*** Opening of Data provided ***
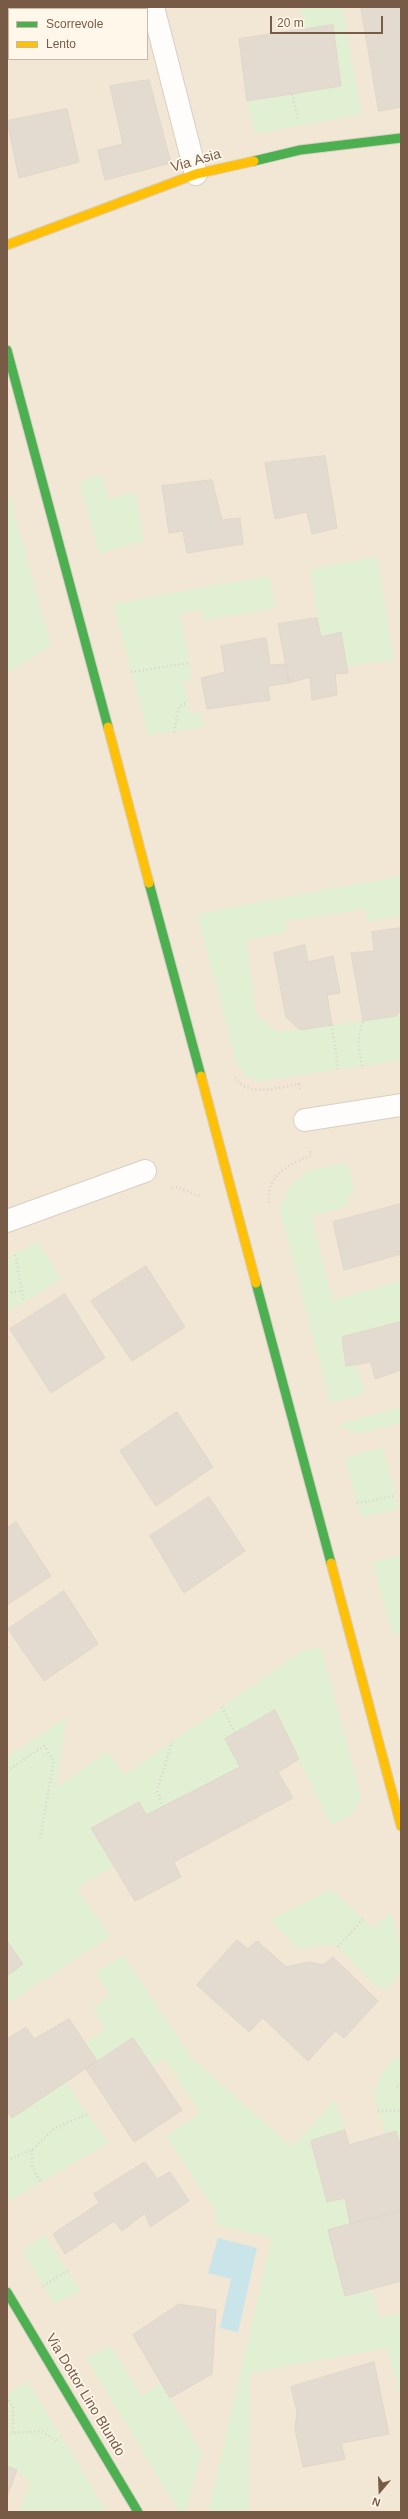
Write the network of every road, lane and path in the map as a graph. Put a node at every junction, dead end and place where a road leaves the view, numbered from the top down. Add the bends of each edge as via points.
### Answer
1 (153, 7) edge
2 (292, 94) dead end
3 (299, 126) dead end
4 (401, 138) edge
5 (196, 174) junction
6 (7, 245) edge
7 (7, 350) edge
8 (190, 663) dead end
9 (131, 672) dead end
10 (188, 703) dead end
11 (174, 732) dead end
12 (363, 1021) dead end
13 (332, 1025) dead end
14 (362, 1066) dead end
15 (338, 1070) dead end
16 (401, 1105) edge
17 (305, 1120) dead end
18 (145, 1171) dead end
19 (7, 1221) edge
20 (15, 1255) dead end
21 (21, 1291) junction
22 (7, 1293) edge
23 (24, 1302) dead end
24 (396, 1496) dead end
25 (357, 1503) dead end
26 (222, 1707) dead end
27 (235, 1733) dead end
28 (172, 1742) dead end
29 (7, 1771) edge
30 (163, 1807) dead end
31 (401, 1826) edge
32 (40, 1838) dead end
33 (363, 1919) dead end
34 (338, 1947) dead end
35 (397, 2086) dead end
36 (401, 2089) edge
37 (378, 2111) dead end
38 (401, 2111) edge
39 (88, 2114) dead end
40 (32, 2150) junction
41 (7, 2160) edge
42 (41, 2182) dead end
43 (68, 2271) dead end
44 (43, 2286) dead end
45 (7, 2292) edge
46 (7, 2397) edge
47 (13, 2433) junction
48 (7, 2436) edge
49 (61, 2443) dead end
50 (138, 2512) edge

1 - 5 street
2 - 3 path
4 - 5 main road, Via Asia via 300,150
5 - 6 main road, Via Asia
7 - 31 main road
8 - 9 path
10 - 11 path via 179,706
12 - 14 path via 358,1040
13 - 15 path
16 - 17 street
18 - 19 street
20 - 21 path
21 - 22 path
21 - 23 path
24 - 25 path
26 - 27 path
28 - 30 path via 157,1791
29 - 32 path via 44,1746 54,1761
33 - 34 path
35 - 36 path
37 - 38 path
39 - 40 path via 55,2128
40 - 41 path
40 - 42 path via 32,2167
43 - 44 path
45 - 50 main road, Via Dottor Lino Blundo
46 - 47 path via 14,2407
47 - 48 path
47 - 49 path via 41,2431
*** Close of Data provided ***
*** Opening of Data provided ***
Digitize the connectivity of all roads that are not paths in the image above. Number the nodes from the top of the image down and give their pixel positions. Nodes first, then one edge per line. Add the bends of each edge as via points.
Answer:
*** Close of Data provided ***
*** Opening of Data provided ***
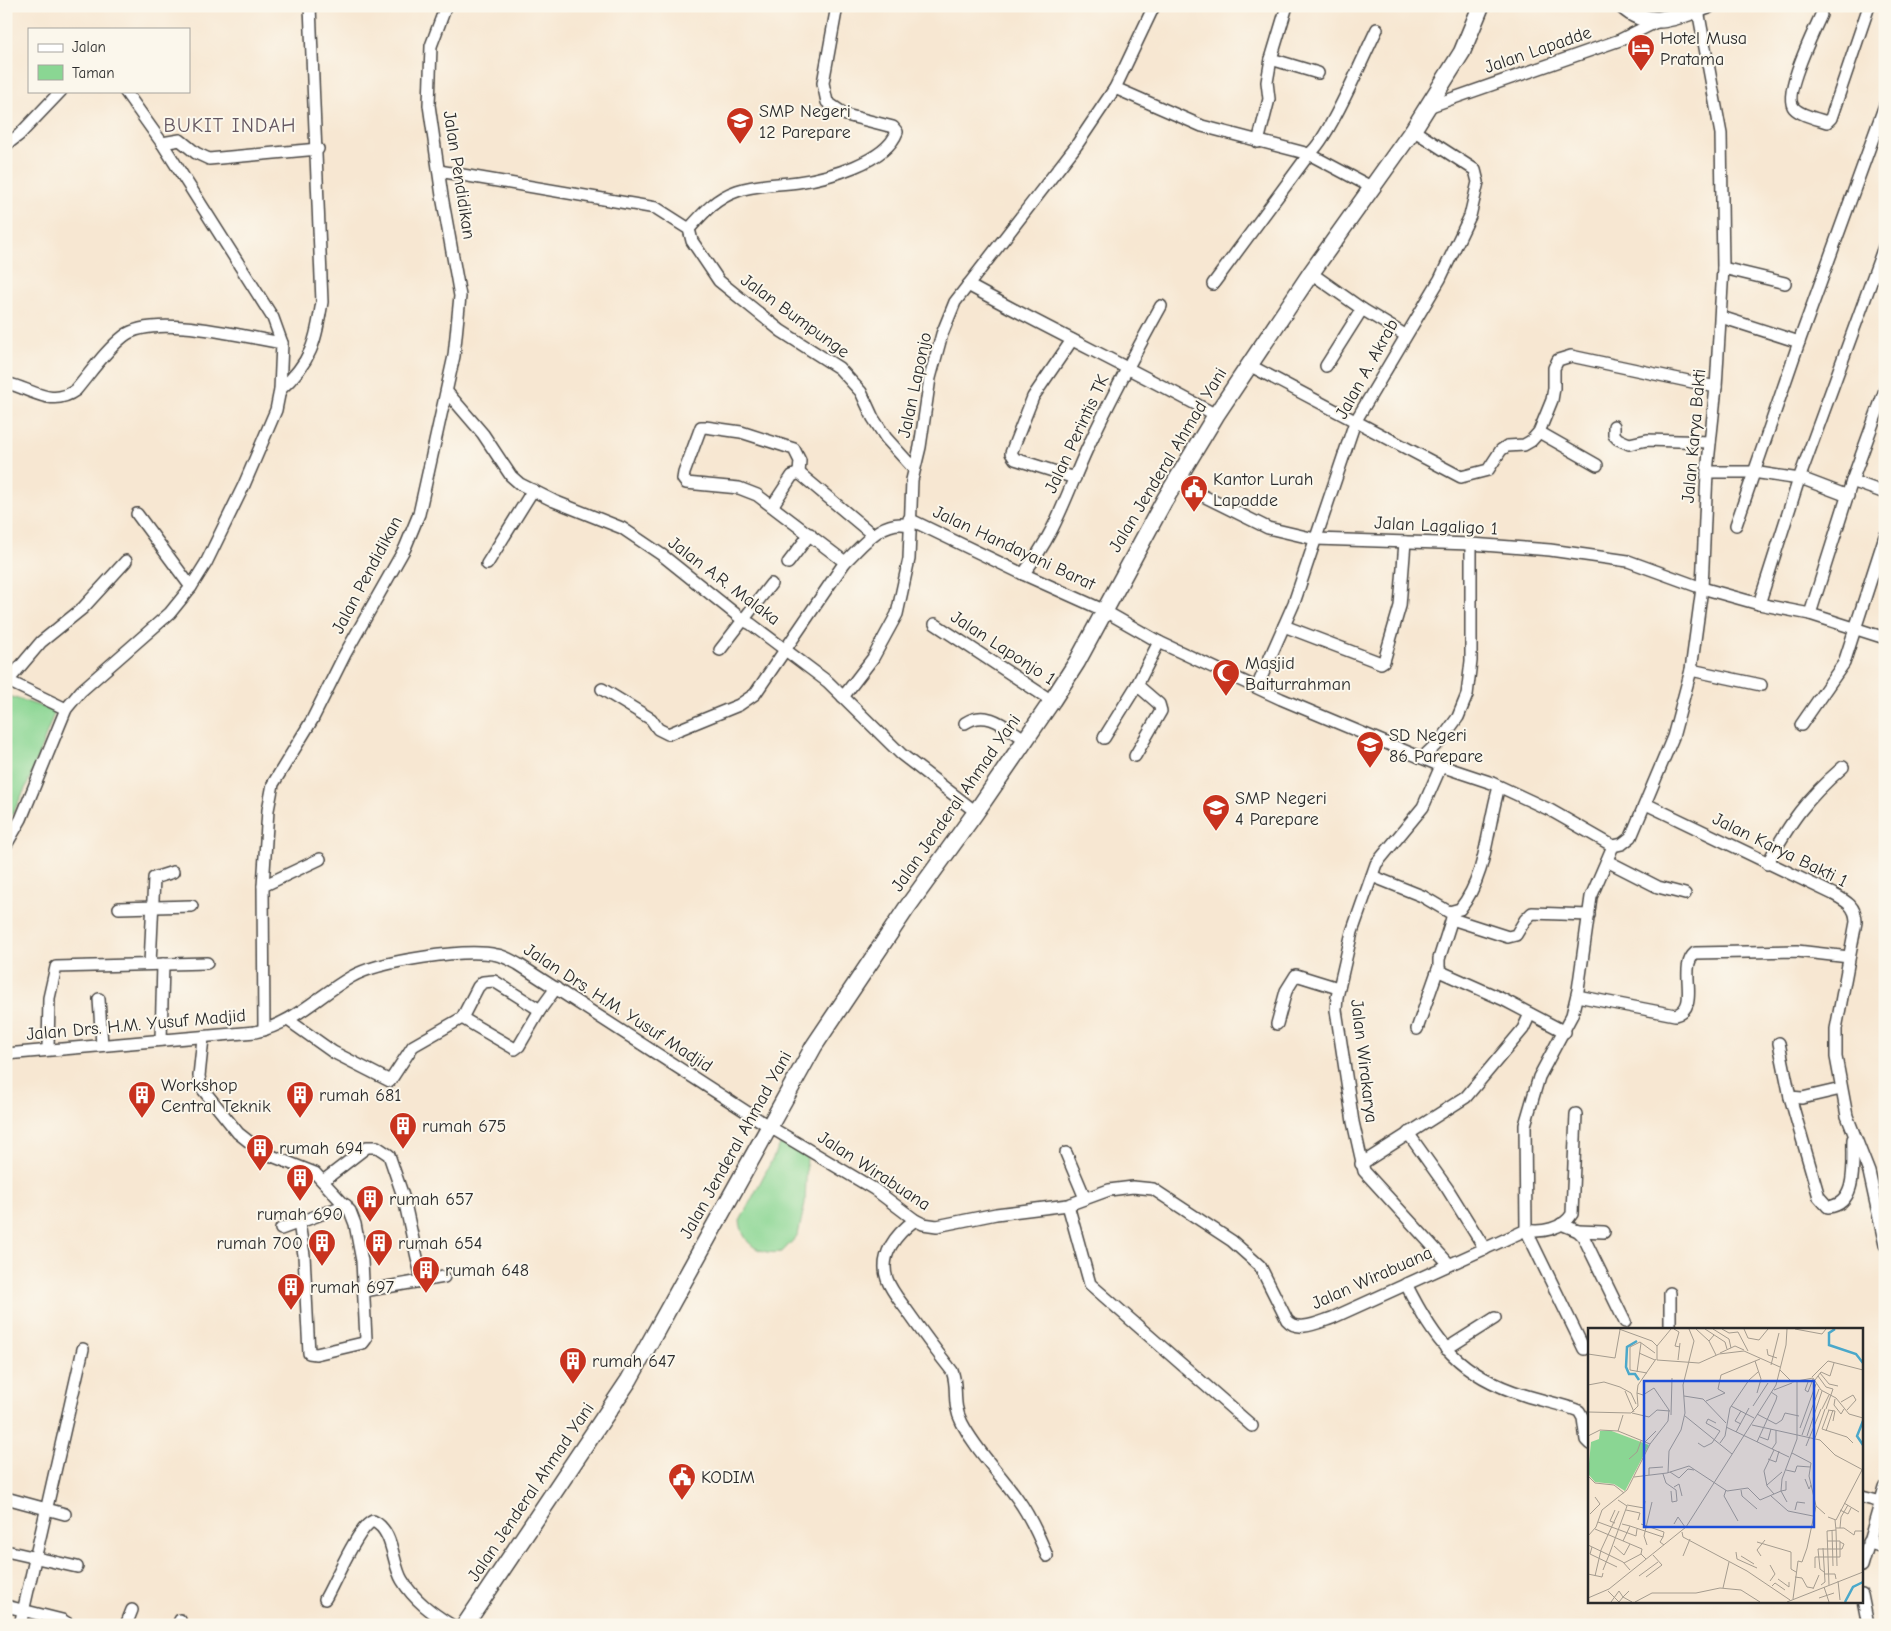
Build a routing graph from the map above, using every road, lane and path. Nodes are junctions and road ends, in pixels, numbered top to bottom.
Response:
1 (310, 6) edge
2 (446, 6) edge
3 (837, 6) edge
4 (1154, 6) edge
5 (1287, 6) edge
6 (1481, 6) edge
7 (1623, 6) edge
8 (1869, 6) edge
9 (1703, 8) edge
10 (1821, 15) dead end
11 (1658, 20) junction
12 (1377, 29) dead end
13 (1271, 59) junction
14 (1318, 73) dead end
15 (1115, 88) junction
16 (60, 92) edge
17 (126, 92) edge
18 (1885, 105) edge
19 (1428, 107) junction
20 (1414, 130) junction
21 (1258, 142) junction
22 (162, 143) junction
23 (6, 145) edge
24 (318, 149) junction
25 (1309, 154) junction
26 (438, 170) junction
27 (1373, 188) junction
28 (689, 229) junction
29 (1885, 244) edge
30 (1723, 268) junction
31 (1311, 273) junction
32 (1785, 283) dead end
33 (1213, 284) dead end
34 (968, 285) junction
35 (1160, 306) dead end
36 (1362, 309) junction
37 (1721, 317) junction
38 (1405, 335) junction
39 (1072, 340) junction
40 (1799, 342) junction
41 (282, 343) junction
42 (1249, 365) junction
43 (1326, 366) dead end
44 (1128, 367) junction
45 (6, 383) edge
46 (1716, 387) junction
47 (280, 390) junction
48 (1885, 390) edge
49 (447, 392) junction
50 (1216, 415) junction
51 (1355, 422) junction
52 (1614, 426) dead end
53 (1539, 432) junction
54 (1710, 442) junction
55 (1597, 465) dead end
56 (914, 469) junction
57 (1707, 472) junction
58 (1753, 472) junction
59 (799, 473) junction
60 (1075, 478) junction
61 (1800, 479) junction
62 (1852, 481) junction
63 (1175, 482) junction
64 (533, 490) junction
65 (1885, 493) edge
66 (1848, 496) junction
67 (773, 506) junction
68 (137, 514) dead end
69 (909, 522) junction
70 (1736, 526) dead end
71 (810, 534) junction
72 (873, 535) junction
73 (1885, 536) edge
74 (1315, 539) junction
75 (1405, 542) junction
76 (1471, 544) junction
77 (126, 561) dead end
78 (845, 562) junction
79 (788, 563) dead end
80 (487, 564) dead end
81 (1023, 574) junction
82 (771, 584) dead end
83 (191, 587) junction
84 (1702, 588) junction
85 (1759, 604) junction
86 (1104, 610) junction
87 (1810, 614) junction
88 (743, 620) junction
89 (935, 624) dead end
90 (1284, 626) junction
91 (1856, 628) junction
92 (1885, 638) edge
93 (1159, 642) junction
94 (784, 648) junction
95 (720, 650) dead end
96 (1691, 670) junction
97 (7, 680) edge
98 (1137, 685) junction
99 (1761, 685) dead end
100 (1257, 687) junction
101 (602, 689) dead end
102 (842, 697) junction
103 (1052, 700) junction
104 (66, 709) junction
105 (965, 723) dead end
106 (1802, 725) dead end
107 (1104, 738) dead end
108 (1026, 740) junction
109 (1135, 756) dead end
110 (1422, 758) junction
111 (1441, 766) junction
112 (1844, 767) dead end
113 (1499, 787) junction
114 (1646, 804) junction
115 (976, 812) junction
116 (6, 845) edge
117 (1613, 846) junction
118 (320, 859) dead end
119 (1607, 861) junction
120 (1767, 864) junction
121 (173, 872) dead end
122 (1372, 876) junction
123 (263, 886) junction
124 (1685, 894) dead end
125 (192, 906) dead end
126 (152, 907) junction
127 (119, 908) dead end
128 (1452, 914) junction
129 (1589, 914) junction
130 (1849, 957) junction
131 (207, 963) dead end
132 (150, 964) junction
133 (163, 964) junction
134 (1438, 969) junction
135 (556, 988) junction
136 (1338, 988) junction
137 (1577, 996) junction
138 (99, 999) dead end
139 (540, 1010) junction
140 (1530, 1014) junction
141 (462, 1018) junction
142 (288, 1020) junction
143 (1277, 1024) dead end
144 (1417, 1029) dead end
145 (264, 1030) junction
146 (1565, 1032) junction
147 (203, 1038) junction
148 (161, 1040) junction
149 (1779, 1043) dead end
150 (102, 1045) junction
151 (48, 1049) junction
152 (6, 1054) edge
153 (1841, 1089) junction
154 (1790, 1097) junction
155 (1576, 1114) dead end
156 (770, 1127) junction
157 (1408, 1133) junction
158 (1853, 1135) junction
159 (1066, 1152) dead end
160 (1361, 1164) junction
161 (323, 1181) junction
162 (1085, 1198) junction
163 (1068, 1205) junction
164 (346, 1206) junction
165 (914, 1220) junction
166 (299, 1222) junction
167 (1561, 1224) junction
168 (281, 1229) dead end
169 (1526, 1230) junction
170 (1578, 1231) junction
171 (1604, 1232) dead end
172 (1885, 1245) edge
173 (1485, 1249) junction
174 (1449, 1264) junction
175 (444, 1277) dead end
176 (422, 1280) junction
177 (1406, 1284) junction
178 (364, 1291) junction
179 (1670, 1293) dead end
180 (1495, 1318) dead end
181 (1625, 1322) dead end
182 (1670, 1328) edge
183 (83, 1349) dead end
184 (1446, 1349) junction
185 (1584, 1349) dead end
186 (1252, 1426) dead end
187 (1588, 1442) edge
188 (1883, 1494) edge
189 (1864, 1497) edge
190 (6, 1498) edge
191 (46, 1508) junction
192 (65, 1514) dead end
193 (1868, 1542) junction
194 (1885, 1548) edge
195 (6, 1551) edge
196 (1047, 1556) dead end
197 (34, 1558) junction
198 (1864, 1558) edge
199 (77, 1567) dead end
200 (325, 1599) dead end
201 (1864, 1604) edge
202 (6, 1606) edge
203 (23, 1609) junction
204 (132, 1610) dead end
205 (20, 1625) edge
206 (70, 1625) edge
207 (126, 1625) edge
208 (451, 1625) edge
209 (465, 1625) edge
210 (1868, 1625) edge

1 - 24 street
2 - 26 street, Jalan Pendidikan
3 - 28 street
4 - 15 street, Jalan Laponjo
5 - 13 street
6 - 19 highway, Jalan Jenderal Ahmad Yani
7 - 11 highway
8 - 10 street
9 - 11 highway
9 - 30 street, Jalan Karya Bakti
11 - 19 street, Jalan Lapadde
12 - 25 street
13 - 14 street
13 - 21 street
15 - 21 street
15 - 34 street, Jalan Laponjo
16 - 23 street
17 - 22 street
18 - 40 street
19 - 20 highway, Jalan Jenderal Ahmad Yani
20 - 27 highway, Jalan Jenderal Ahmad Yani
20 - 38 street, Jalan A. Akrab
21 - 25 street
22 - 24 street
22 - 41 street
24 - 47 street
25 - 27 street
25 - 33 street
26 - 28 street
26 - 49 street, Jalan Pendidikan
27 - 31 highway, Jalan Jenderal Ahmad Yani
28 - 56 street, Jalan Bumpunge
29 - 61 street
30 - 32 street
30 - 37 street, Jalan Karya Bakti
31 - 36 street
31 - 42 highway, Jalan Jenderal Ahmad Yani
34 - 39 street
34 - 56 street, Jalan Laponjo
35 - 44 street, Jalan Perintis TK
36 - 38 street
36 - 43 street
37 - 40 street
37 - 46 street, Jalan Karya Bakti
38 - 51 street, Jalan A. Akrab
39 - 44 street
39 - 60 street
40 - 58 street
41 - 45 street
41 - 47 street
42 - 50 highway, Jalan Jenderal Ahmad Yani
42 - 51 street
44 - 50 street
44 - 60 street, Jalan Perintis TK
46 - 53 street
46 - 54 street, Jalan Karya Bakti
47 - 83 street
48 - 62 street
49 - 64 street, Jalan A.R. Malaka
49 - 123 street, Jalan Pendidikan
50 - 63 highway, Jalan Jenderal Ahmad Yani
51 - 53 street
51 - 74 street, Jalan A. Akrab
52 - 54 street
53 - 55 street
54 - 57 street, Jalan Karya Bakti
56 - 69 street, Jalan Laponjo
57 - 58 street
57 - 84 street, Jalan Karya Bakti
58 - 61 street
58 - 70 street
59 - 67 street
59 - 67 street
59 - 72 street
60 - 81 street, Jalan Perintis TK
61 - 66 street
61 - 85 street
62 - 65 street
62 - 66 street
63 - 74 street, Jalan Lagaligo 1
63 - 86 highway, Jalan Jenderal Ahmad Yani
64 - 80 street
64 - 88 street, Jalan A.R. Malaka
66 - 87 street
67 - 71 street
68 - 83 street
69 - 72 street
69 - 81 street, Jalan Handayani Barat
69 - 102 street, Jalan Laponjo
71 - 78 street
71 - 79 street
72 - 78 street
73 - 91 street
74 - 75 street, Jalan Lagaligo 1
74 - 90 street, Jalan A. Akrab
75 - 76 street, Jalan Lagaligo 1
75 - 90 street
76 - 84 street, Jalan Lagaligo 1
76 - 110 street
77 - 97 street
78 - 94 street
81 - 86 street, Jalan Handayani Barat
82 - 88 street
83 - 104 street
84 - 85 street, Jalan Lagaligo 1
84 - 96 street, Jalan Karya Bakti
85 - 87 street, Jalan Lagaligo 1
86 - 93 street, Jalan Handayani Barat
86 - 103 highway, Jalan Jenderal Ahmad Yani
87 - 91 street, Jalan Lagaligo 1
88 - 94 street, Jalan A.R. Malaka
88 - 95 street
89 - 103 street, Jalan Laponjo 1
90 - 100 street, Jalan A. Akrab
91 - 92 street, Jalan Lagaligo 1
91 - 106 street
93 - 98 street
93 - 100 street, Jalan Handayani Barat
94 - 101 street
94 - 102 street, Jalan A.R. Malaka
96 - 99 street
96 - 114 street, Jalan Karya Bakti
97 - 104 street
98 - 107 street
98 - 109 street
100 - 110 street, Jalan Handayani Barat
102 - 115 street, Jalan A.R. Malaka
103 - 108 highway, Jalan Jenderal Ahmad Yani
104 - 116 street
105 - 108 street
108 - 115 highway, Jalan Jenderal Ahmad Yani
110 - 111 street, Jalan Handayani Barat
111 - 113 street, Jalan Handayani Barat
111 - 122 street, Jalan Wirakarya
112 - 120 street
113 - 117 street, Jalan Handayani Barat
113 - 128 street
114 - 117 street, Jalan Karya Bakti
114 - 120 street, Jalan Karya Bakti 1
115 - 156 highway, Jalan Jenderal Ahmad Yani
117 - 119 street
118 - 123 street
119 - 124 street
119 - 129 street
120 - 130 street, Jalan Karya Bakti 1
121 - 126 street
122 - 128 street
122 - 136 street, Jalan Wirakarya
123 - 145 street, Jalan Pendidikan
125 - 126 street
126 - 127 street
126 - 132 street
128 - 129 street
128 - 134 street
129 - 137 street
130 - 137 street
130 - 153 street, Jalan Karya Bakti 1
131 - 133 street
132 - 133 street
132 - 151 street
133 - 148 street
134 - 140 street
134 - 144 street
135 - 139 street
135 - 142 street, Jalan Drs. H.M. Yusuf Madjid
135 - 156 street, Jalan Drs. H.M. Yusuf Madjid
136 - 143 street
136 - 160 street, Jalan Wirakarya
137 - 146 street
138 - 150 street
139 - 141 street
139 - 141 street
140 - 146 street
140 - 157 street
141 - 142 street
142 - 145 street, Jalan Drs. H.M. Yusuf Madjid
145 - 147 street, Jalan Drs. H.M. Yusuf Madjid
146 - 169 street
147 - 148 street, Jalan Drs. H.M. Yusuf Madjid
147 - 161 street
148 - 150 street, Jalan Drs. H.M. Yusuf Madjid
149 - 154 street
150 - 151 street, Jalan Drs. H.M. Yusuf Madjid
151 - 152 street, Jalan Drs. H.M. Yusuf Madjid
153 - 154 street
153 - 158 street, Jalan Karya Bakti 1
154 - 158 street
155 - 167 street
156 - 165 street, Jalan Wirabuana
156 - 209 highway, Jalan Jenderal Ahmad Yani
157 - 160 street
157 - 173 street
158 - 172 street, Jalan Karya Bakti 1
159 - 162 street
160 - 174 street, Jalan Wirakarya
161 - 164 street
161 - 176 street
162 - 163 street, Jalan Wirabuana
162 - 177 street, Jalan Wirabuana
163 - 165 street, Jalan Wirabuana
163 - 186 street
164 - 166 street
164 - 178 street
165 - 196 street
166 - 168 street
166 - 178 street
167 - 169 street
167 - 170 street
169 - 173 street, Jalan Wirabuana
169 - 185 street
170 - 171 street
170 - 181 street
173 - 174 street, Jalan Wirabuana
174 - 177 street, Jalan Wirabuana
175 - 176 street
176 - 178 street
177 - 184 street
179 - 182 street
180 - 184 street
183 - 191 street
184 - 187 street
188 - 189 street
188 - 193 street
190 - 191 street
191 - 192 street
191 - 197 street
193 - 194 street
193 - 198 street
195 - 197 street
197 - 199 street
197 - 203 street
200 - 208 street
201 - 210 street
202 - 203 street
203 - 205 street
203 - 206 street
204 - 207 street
*** Close of Data provided ***
### Brief
Which of the lines above hold the string "points"? Pick each of them out.

### Task response
Write the network of every road, lane and path in the map as a graph. Put a node at every junction, dead end and place where a road leaves the view, numbered from the top down. Add the bends of each edge as via points.
Digitize the connectivity of all roads that are not paths in the image above. Number the nodes from the top of the image down and give their pixel positions. Nodes first, then one edge per line. Add the bends of each edge as via points.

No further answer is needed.